When the word "main" shows up in a line of the records below, copy that line.

## Saved entries
#####

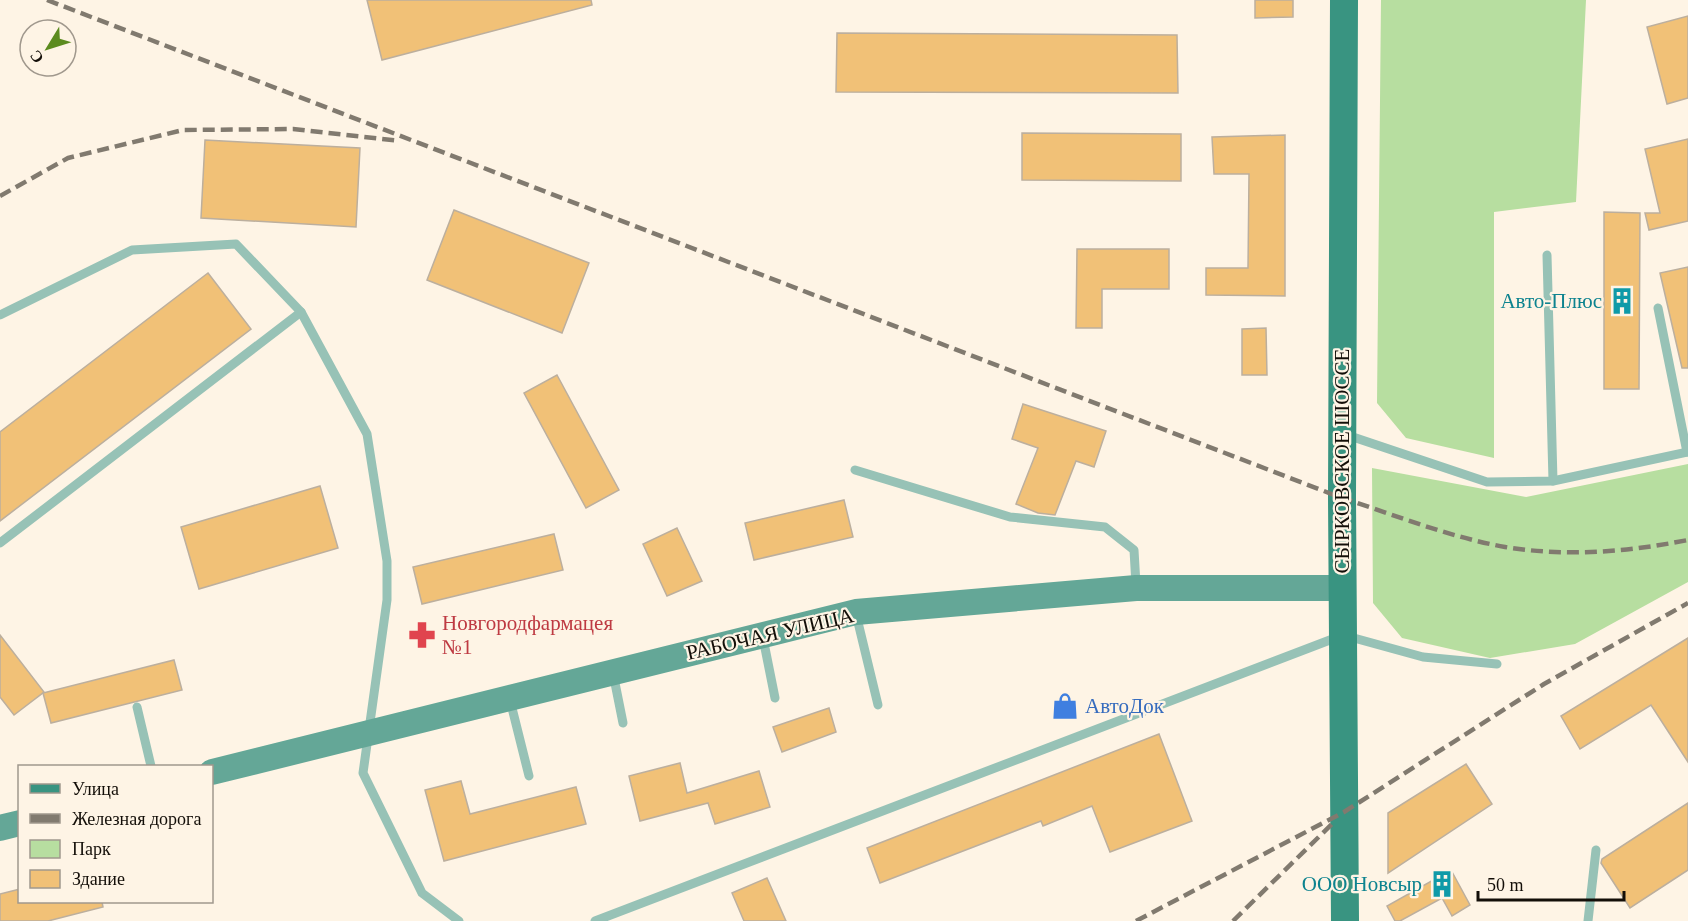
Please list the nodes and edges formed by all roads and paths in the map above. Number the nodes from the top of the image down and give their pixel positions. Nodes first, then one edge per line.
1 (1344, 0) edge
2 (1547, 255) dead end
3 (1658, 308) dead end
4 (301, 312) junction
5 (0, 315) edge
6 (1342, 434) junction
7 (1688, 452) edge
8 (855, 470) dead end
9 (1553, 481) junction
10 (0, 543) edge
11 (1136, 588) junction
12 (1342, 588) junction
13 (856, 612) junction
14 (763, 635) junction
15 (1343, 635) junction
16 (1497, 664) dead end
17 (613, 672) junction
18 (510, 697) junction
19 (775, 698) dead end
20 (878, 705) dead end
21 (137, 707) dead end
22 (623, 723) dead end
23 (369, 732) junction
24 (151, 765) edge
25 (213, 772) edge
26 (529, 776) dead end
27 (18, 824) edge
28 (0, 828) edge
29 (1596, 850) dead end
30 (459, 921) edge
31 (595, 921) edge
32 (1345, 921) edge
33 (1588, 921) edge

1 - 6 main road, СЫРКОВСКОЕ ШОССЕ
2 - 9 lane
3 - 7 lane
4 - 5 lane
4 - 10 lane
4 - 23 lane
6 - 9 lane
6 - 12 main road, СЫРКОВСКОЕ ШОССЕ
7 - 9 lane
8 - 11 lane
11 - 12 main road, РАБОЧАЯ УЛИЦА
11 - 13 main road, РАБОЧАЯ УЛИЦА
12 - 15 main road, СЫРКОВСКОЕ ШОССЕ
13 - 14 main road, РАБОЧАЯ УЛИЦА
13 - 20 lane
14 - 17 main road, РАБОЧАЯ УЛИЦА
14 - 19 lane
15 - 16 lane
15 - 31 lane
15 - 32 main road, СЫРКОВСКОЕ ШОССЕ
17 - 18 main road, РАБОЧАЯ УЛИЦА
17 - 22 lane
18 - 23 main road, РАБОЧАЯ УЛИЦА
18 - 26 lane
21 - 24 lane
23 - 25 main road, РАБОЧАЯ УЛИЦА
23 - 30 lane
27 - 28 main road
29 - 33 lane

#####

## ANSWER TO THIS EXERCISE
1 - 6 main road, СЫРКОВСКОЕ ШОССЕ
6 - 12 main road, СЫРКОВСКОЕ ШОССЕ
11 - 12 main road, РАБОЧАЯ УЛИЦА
11 - 13 main road, РАБОЧАЯ УЛИЦА
12 - 15 main road, СЫРКОВСКОЕ ШОССЕ
13 - 14 main road, РАБОЧАЯ УЛИЦА
14 - 17 main road, РАБОЧАЯ УЛИЦА
15 - 32 main road, СЫРКОВСКОЕ ШОССЕ
17 - 18 main road, РАБОЧАЯ УЛИЦА
18 - 23 main road, РАБОЧАЯ УЛИЦА
23 - 25 main road, РАБОЧАЯ УЛИЦА
27 - 28 main road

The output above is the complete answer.